Ecuador Tropical Ecology Program

The Ecuador Tropical Ecology Program offers biology and environmental science majors the opportunity to spend a semester studying the vast and diverse ecosystems of Ecuador through intensive hands-on experiences. The program consists of four ecology courses based on field research in the montane, tropical rainforest, and coastal regions, as well as an intensive Spanish language course.

All science courses are taught in English. Graduate credit may be awarded to full-time graduate students for the ecology courses by conducting additional independent research.

Program Curriculum

Students complete four upper-level ecology courses on the various ecosystems of Ecuador, which combine lectures at the Universidad San Francisco de Quito with studies lasting from several days to four weeks in different environments in Ecuador. Students also enroll in a required, 2-credit, intensive Spanish course during the first three weeks of the program. The highlights of the field experience include a guided scientific excursion to the Galapagos Islands, a coastal project at Los Piqueros (near Machalilla National Park on the Pacific coast), and a four-week stay in the Amazon rainforest at the Tiputini Biodiversity Station.

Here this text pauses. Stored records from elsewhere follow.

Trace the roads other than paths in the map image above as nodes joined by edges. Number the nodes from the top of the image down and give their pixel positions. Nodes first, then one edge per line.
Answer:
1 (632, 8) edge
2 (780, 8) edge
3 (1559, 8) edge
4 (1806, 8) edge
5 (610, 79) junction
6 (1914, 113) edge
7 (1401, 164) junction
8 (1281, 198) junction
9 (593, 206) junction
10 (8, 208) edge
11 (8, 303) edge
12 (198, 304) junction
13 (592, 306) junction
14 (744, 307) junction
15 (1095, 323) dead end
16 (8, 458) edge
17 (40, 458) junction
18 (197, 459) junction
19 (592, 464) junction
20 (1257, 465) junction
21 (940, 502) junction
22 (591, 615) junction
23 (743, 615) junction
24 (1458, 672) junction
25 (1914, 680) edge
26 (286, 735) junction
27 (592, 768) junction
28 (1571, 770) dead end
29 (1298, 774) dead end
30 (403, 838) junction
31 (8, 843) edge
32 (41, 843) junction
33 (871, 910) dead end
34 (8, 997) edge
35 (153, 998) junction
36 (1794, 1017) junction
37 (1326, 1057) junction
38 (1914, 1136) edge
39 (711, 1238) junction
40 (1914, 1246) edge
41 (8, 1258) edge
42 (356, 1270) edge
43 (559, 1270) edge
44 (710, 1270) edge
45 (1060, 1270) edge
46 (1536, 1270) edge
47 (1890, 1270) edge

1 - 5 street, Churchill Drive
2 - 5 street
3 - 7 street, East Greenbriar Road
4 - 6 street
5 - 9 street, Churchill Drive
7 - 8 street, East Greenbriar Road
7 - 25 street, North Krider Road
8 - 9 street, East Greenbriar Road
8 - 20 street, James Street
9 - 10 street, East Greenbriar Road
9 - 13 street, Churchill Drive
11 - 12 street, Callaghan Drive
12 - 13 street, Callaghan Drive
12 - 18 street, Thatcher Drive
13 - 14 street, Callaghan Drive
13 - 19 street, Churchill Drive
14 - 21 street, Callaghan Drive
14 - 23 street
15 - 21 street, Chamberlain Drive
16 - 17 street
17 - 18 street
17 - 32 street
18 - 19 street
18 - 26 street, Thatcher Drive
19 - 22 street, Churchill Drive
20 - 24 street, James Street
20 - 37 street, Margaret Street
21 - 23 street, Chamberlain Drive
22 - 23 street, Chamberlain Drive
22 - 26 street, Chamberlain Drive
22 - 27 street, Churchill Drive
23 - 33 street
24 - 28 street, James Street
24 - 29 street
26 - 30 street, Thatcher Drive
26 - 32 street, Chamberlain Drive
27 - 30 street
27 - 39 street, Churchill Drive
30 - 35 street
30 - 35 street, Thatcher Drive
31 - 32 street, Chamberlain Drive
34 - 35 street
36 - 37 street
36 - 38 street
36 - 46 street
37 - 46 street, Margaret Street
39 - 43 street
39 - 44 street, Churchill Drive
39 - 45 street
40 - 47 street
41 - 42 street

Students are required to take these courses:

CAS BI/EE 438: Tropical Montane Ecology (4 credits)

Ecology of the montane zone of the neotropics, including grasslands, sub-alpine, and alpine shrub ecosystems. This course examines the interrelationships among the flora and fauna of montane ecosystems, including how these environments are being exploited for natural resources and agriculture. The course includes lectures presented during a two-week period, interspersed with several one-to-two-day field trips to surrounding mountains. Individual and group projects are conducted on field trips. Staff. Syllabus

CAS BI/EE 439: Tropical Rainforest Ecology (4)

Ecology of the rainforest, including principles applied to the function of the tropical rainforest, using the Amazon Ecuadorian basin as an example. This course examines rainforest habitats, biodiversity, conservation, specialization, and co-evolution of rainforest species. The course includes lectures presented in Quito, followed by four weeks of intensive study in the world’s most diverse rainforest. Time in the field is dedicated primarily to individual and group research projects. Staff. Syllabus

CAS BI/EE 440: Tropical Coastal Ecology (4)

Ecology of the coastal zone of Ecuador, including a survey of terrestrial and shallow marine ecosystems. This course examines the ecology of tropical dry forests, mangrove swamps, reefs, rocky and sandy shorelines, and agroecosystems. The course includes lectures presented during a two-week period in Quito, followed by about two weeks of intensive field studies along the coast of Ecuador and a one-week field trip to the Galápagos Islands. Field study includes sampling and observations, and individual and group projects. Staff. Syllabus

CAS BI/EE 441: Studies in Tropical Ecology (4)

Capstone course in Tropical Ecology immediately following the series of three field-based courses. This course focuses on evaluation and statistical analysis of data previously collected in the field, library research, and preparation of written and oral reports. Staff. Syllabus

CAS QU 300: Intensive Spanish (2)

The main goal of this course is for students to improve their ability to express themselves in spoken and written Spanish through the development of vocabulary, and the mastery of the grammar and idioms of the Spanish language. Students also improve their listening comprehension and reading ability while learning about Ecuadorian culture. Staff.

Program Details

  • Students must have completed one full year of introductory biology, one course in ecology (BI 303 or BI 306 for BU students; non-BU students should contact BU Study Abroad to determine prerequisites)
  • Two semesters of college-level Spanish language or the equivalent
  • Must be able to engage in intensive fieldwork for significant periods of time
  • Admissions requirements for all programs
Program Dates
  • Fall Semester: mid August to late December
    • Spring Semester: early January to mid May
    • Upon successful completion of the program, students earn eighteen Boston University credits. Students must enroll for a total of eighteen credits.
    • Boston University’s homestay accommodations facilitate the students’ language acquisition and integration into the Ecuadorian society through the daily usage of Spanish. Housing costs include meals seven days a week, as well as laundry. Households represent a wide range of incomes and often include families with younger children and other university students. Students not only improve their conversational Spanish by living with families, but also learn important lessons about Ecuadorian culture and customs.
    Application Deadlines
    • Fall Semester: March 15 
    • Spring Semester: October 1

    Download a description of the Ecuador Tropical Ecology Program.

    Program Faculty & Staff

    The Boston University Ecuador Tropical Ecology Program is administered in coordination with our Boston and Quito offices. In Boston, a program manager facilitates the admissions and pre-departure procedures, and maintains contact with students prior to their arrival in Ecuador. In Ecuador, the program is facilitated by a resident coordinator.